Focus 作品に込められた「想い」それぞれの物語
作品を深く理解して、もっと好きになる。
制作の背景まで踏み込んで、
アーティストの想いを紐解きます。

2025.9.30
「フェラーリENZO(3172)」
轟 友宏Tomohiro Todoroki
素材・技法:キャンバスにアクリル絵具/2025年
サイズ:6号S
伝説の名車「フェラーリ・エンツォ」を
10年越しで描いた轟友宏の「車愛」。
轟友宏は「乗り物絵師」と名乗り、乗り物を描き続けてきた。今回は、イタリアを本拠地とするフェラーリが2002年に出した限定車「フェラーリ・エンツォ」を描いた。創業者の名前を冠した記念碑的なもので、フェラーリがF1で培った技術で作った、公道を走行できるスーパーカーだ。399台しか製造されなかったという。「名車はたくさんあるけれど、絵にしづらい車もあります。この車はフェラーリの中でも特徴的なフォルムで、いつか描きたいと思っていました。実物や写真だととても魅力的なのに、絵にしようとするとのっぺりとした印象になってしまって、完成までに10年以上かかりました」と轟。ついに仕上がった作品には、轟の車への愛が詰まっている。

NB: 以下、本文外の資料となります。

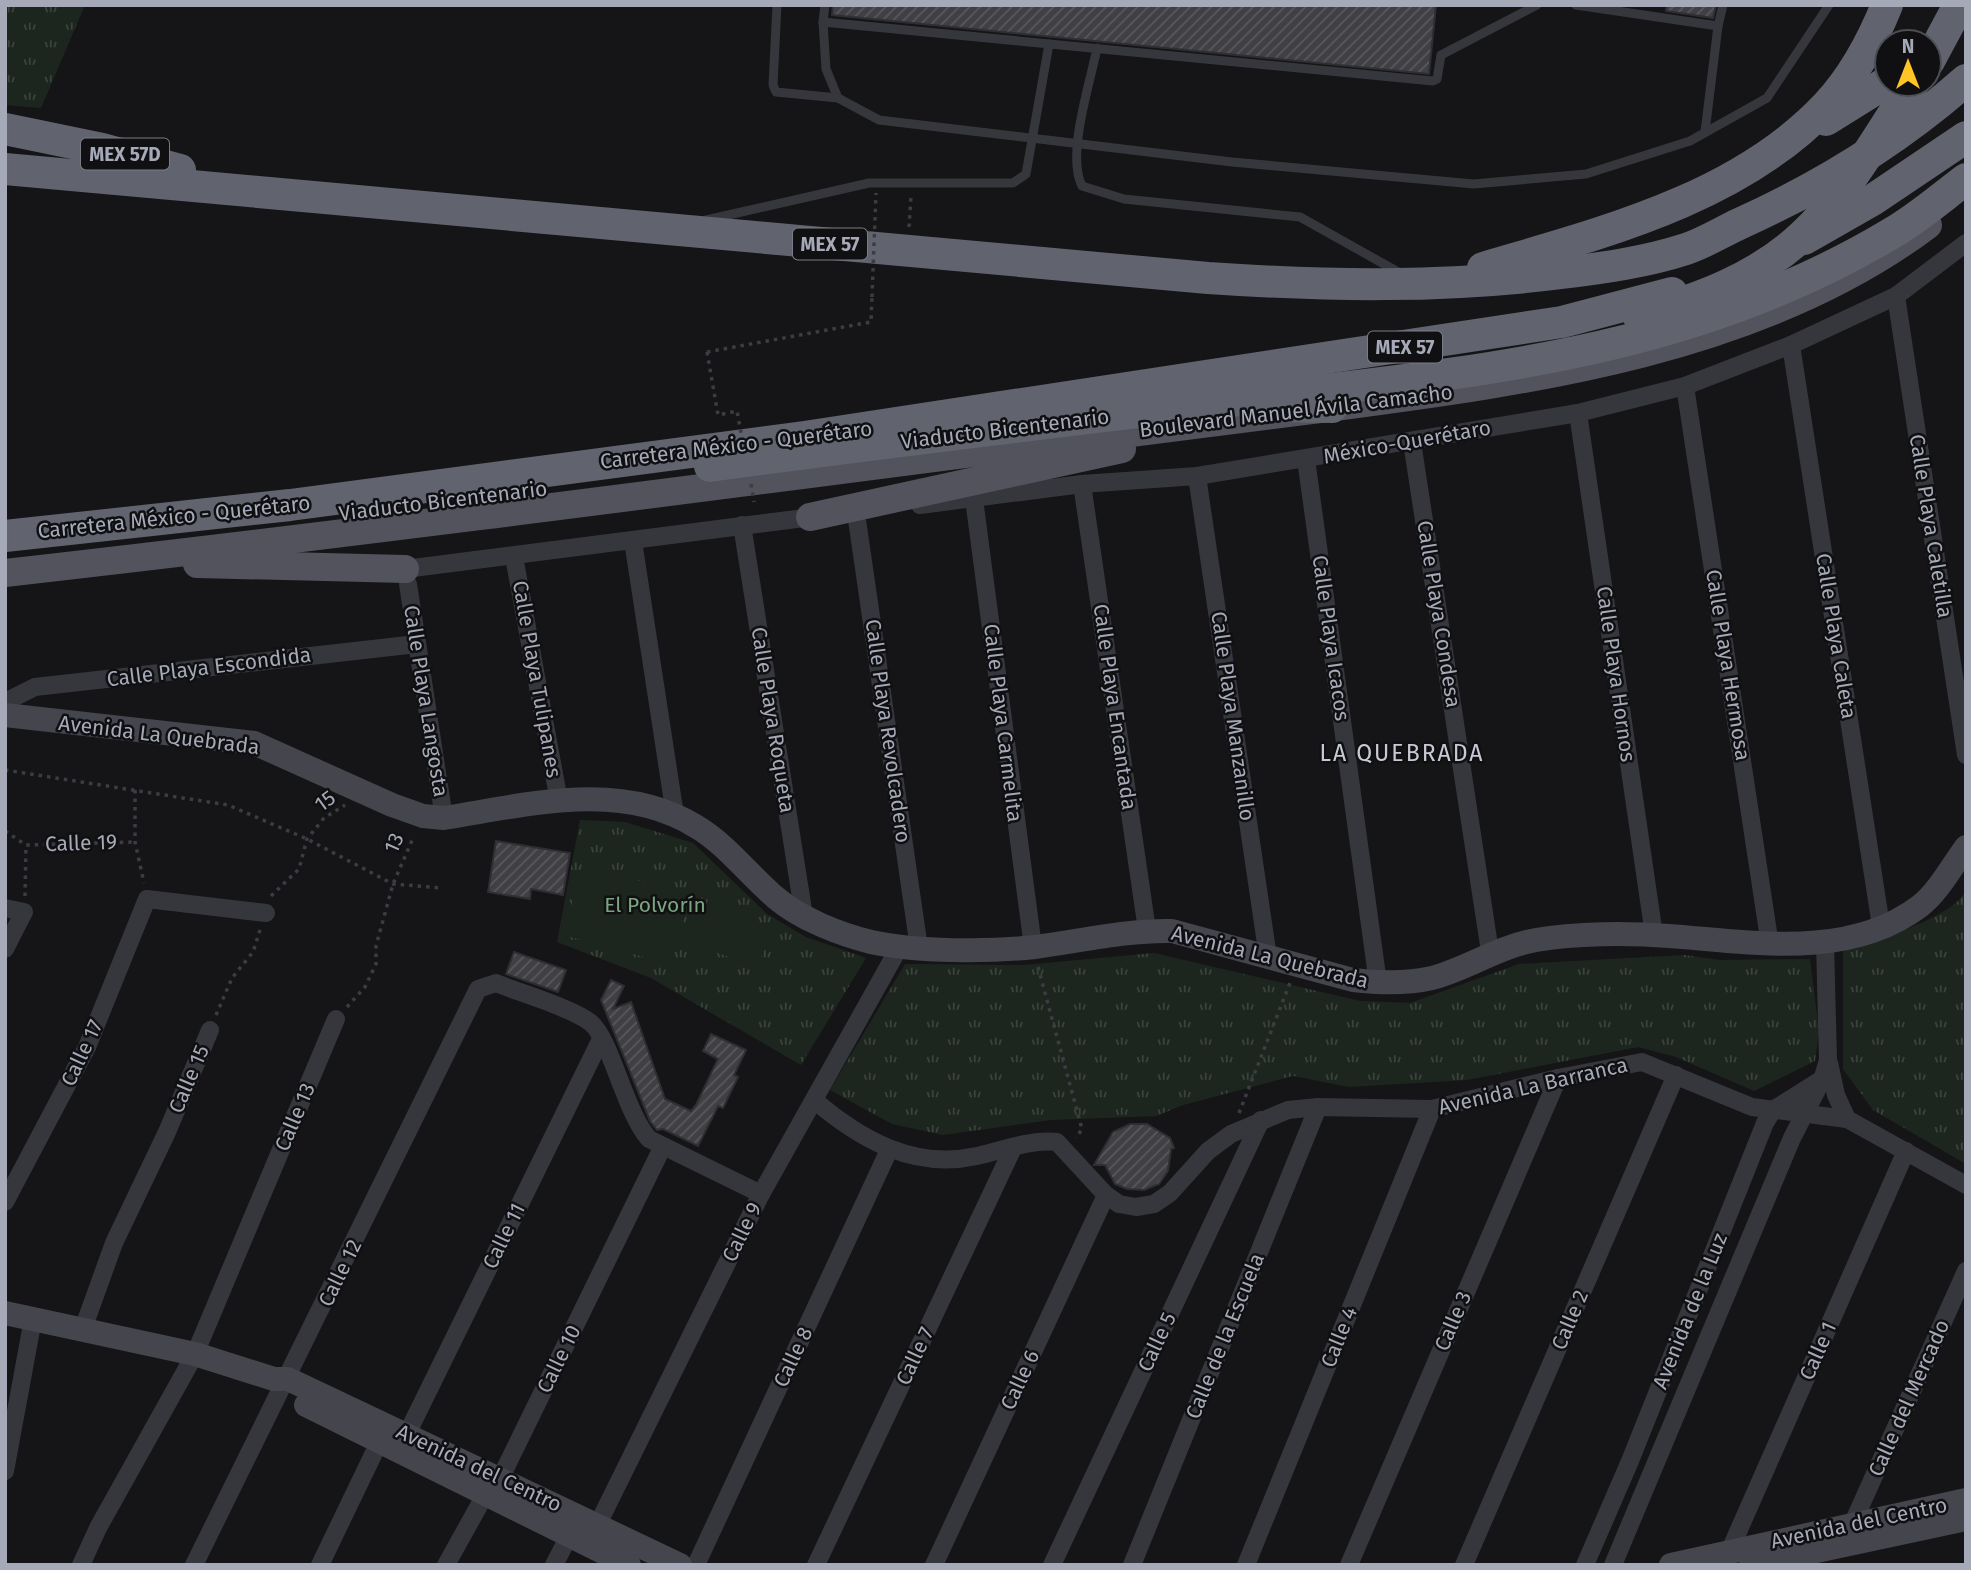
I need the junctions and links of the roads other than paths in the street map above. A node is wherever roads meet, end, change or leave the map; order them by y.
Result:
1 (777, 5) edge
2 (825, 5) edge
3 (1537, 5) edge
4 (1576, 5) edge
5 (1723, 5) edge
6 (1829, 5) edge
7 (1887, 5) edge
8 (1959, 5) edge
9 (823, 22) junction
10 (1966, 23) edge
11 (1718, 26) junction
12 (1943, 35) edge
13 (1943, 42) edge
14 (1049, 44) junction
15 (1097, 48) junction
16 (1966, 80) edge
17 (1873, 90) edge
18 (838, 98) junction
19 (1904, 98) edge
20 (5, 129) edge
21 (1705, 132) junction
22 (1966, 137) edge
23 (1032, 138) junction
24 (1078, 144) junction
25 (1755, 161) junction
26 (5, 169) edge
27 (1966, 179) edge
28 (241, 191) junction
29 (1966, 197) edge
30 (667, 229) junction
31 (1966, 243) edge
32 (1420, 284) junction
33 (1896, 296) junction
34 (1791, 345) junction
35 (1486, 369) junction
36 (1685, 386) junction
37 (1037, 402) junction
38 (1332, 407) junction
39 (1578, 413) junction
40 (1223, 421) junction
41 (1412, 442) junction
42 (1306, 459) junction
43 (1197, 476) junction
44 (1082, 484) junction
45 (974, 499) junction
46 (856, 513) junction
47 (810, 517) junction
48 (742, 525) junction
49 (5, 530) edge
50 (46, 531) junction
51 (5, 536) edge
52 (632, 541) junction
53 (5, 554) edge
54 (514, 556) junction
55 (100, 562) junction
56 (5, 573) edge
57 (407, 577) junction
58 (417, 644) junction
59 (5, 702) edge
60 (5, 715) edge
61 (1966, 755) edge
62 (559, 801) junction
63 (675, 815) junction
64 (434, 817) junction
65 (1966, 847) edge
66 (5, 908) edge
67 (266, 913) road end
68 (804, 916) junction
69 (1881, 926) junction
70 (1147, 930) junction
71 (1654, 935) junction
72 (1825, 943) junction
73 (1770, 945) junction
74 (910, 947) junction
75 (1033, 947) junction
76 (5, 949) edge
77 (1490, 952) junction
78 (1268, 957) junction
79 (1378, 983) junction
80 (336, 1020) road end
81 (209, 1030) road end
82 (601, 1039) junction
83 (1828, 1060) junction
84 (1676, 1075) junction
85 (1558, 1078) junction
86 (1822, 1080) junction
87 (814, 1100) junction
88 (1318, 1107) junction
89 (1432, 1109) junction
90 (1773, 1110) junction
91 (1804, 1114) junction
92 (1847, 1119) junction
93 (1261, 1120) junction
94 (662, 1148) junction
95 (1013, 1148) junction
96 (889, 1150) junction
97 (1906, 1152) junction
98 (1966, 1185) edge
99 (761, 1194) junction
100 (1106, 1195) junction
101 (5, 1202) edge
102 (1966, 1271) edge
103 (5, 1313) edge
104 (33, 1319) junction
105 (83, 1329) junction
106 (195, 1354) junction
107 (281, 1383) junction
108 (391, 1434) junction
109 (5, 1471) edge
110 (493, 1485) junction
111 (1966, 1500) edge
112 (1966, 1519) edge
113 (598, 1524) junction
114 (1852, 1525) junction
115 (570, 1534) junction
116 (1730, 1550) junction
117 (668, 1562) edge
118 (81, 1565) edge
119 (194, 1565) edge
120 (320, 1565) edge
121 (446, 1565) edge
122 (554, 1565) edge
123 (629, 1565) edge
124 (696, 1565) edge
125 (816, 1565) edge
126 (934, 1565) edge
127 (1052, 1565) edge
128 (1132, 1565) edge
129 (1246, 1565) edge
130 (1349, 1565) edge
131 (1464, 1565) edge
132 (1585, 1565) edge
133 (1613, 1565) edge
134 (1671, 1565) edge
135 (1751, 1565) edge

1 - 18 lane
2 - 9 lane
3 - 15 lane
4 - 11 lane
5 - 11 lane
6 - 21 lane
7 - 25 highway
8 - 12 highway, bridge
9 - 14 lane
9 - 18 lane
10 - 13 highway
11 - 21 lane
14 - 15 lane
14 - 23 lane
15 - 24 lane
16 - 32 highway, MEX 57
17 - 25 highway
18 - 23 lane
19 - 35 highway, bridge
20 - 28 highway, MEX 57D
21 - 24 lane
22 - 37 highway, Carretera México - Querétaro / MEX 57
23 - 24 lane
23 - 30 lane
24 - 32 lane
25 - 32 highway
26 - 28 highway, MEX 57
27 - 35 highway, Viaducto Bicentenario, bridge
28 - 30 highway, MEX 57
29 - 38 main road, Boulevard Manuel Ávila Camacho
30 - 32 highway, MEX 57
31 - 33 street, México-Querétaro
33 - 34 street, México-Querétaro
33 - 61 street, Calle Playa Caletilla
34 - 36 street, México-Querétaro
34 - 69 street, Calle Playa Caleta
35 - 53 highway, Viaducto Bicentenario, bridge
36 - 39 street, México-Querétaro
36 - 73 street, Calle Playa Hermosa
37 - 38 highway
37 - 50 highway, Carretera México - Querétaro / MEX 57
38 - 40 main road, Boulevard Manuel Ávila Camacho
39 - 41 street, México-Querétaro
39 - 71 street, Calle Playa Hornos
40 - 47 main road
40 - 55 main road, Boulevard Manuel Ávila Camacho
41 - 42 street, México-Querétaro
41 - 77 street, Calle Playa Condesa
42 - 43 street, México-Querétaro
42 - 79 street, Calle Playa Icacos
43 - 44 street, México-Querétaro
43 - 78 street, Calle Playa Manzanillo
44 - 45 street, México-Querétaro
44 - 70 street, Calle Playa Encantada
45 - 46 street, México-Querétaro
45 - 75 street, Calle Playa Carmelita
46 - 47 street, México-Querétaro
46 - 74 street, Calle Playa Revolcadero
47 - 48 street, México-Querétaro
48 - 52 street, México-Querétaro
48 - 68 street, Calle Playa Roqueta
49 - 50 highway
50 - 51 highway, Carretera México - Querétaro / MEX 57
52 - 54 street, México-Querétaro
52 - 63 street
54 - 57 street, México-Querétaro
54 - 62 street, Calle Playa Tulipanes
55 - 56 main road, Boulevard Manuel Ávila Camacho
55 - 57 main road
57 - 58 street, Calle Playa Langosta
58 - 59 street, Calle Playa Escondida
58 - 64 street, Calle Playa Langosta
60 - 64 street, Avenida La Quebrada
62 - 63 street, Avenida La Quebrada
62 - 64 street, Avenida La Quebrada
63 - 68 street, Avenida La Quebrada
65 - 69 street, Avenida La Quebrada
66 - 76 street
67 - 101 street, Calle 17
68 - 74 street, Avenida La Quebrada
69 - 72 street, Avenida La Quebrada
70 - 75 street, Avenida La Quebrada
70 - 78 street, Avenida La Quebrada
71 - 73 street, Avenida La Quebrada
71 - 77 street, Avenida La Quebrada
72 - 73 street, Avenida La Quebrada
72 - 83 street, Avenida de la Luz
74 - 75 street, Avenida La Quebrada
74 - 87 street, Calle 9
77 - 79 street, Avenida La Quebrada
78 - 79 street, Avenida La Quebrada
80 - 106 street, Calle 13
81 - 105 street, Calle 15
82 - 94 street
82 - 107 street, Calle 12
82 - 108 street, Calle 11
83 - 86 street, Avenida de la Luz
83 - 92 street
84 - 85 street, Avenida La Barranca
84 - 90 street, Avenida La Barranca
84 - 131 street, Calle 2
85 - 89 street, Avenida La Barranca
85 - 130 street, Calle 3
86 - 90 street
86 - 91 street, Avenida de la Luz
87 - 96 street, Avenida La Barranca
87 - 99 street, Calle 9
88 - 89 street, Avenida La Barranca
88 - 93 street, Avenida La Barranca
88 - 128 street, Calle de la Escuela
89 - 129 street, Calle 4
90 - 91 street, Avenida La Barranca
90 - 132 street, Avenida de la Luz
91 - 92 street, Avenida La Barranca
91 - 133 street, Avenida de la Luz
92 - 97 street, Avenida La Barranca
93 - 100 street, Avenida La Barranca
93 - 127 street, Calle 5
94 - 99 street
94 - 110 street, Calle 10
95 - 96 street, Avenida La Barranca
95 - 100 street, Avenida La Barranca
95 - 125 street, Calle 7
96 - 124 street, Calle 8
97 - 98 street, Avenida La Barranca
97 - 116 street, Calle 1
99 - 113 street, Calle 9
100 - 126 street, Calle 6
102 - 114 street, Calle del Mercado
103 - 104 street, Avenida del Centro
104 - 105 street, Avenida del Centro
104 - 109 street
105 - 106 street, Avenida del Centro
106 - 107 street, Avenida del Centro
106 - 118 street
107 - 108 street, Avenida del Centro
107 - 119 street, Calle 12
108 - 110 street, Avenida del Centro
108 - 120 street, Calle 11
110 - 113 street, Avenida del Centro
110 - 115 street, Avenida del Centro
110 - 121 street, Calle 10
111 - 114 street, Avenida del Centro
112 - 135 street, Avenida del Centro
113 - 117 street, Avenida del Centro
114 - 116 street, Avenida del Centro
115 - 122 street
115 - 123 street, Avenida del Centro
116 - 134 street, Avenida del Centro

この作品が完成するまでには、さまざまな試行錯誤をしたという。実際の「フェラーリ・エンツォ」はロッソ・コルサ(レーシング・レッド)と呼ばれる赤色だが、轟は絵画作品ならではの手法、つまりさまざまな色を駆使して車を表現している。「作家としては、とてもとても苦労しましたが、原画ならではのビビッドな色彩を感じていただけましたらうれしいです」と語る。「この作品は先日のイタリア旅行の際にやっと下絵が完成しました。イタリアで完結するなんて、なんという偶然!」と喜ぶ轟。イタリア車らしい明快な色と轟独自の描線が名車の魅力を伝えてくれる。

轟 友宏Tomohiro Todoroki
[Artgloieux GALLERY OF TOKYO]
クラシックカーレースの最高峰イタリアのミッレミリア。そのミュージアムで東洋人初の個展を開催した轟友宏は、乗り物絵師を名乗って乗り物を描き続けている。代表作品は独自のタッチで描く「車」作品。2003年に村上隆主催「geisaiミュージアム」で、審査員特別賞(岡本敏子賞)を受賞。2017年には、イタリア最古のチョコレートMAJANIの限定パッケージを手掛けた。作品は「イタリア国立自動車博物館」「トヨタ博物館」「ミッレミリアミュージアム」などに所蔵されている。個展を国内外で開催し、人気を博している。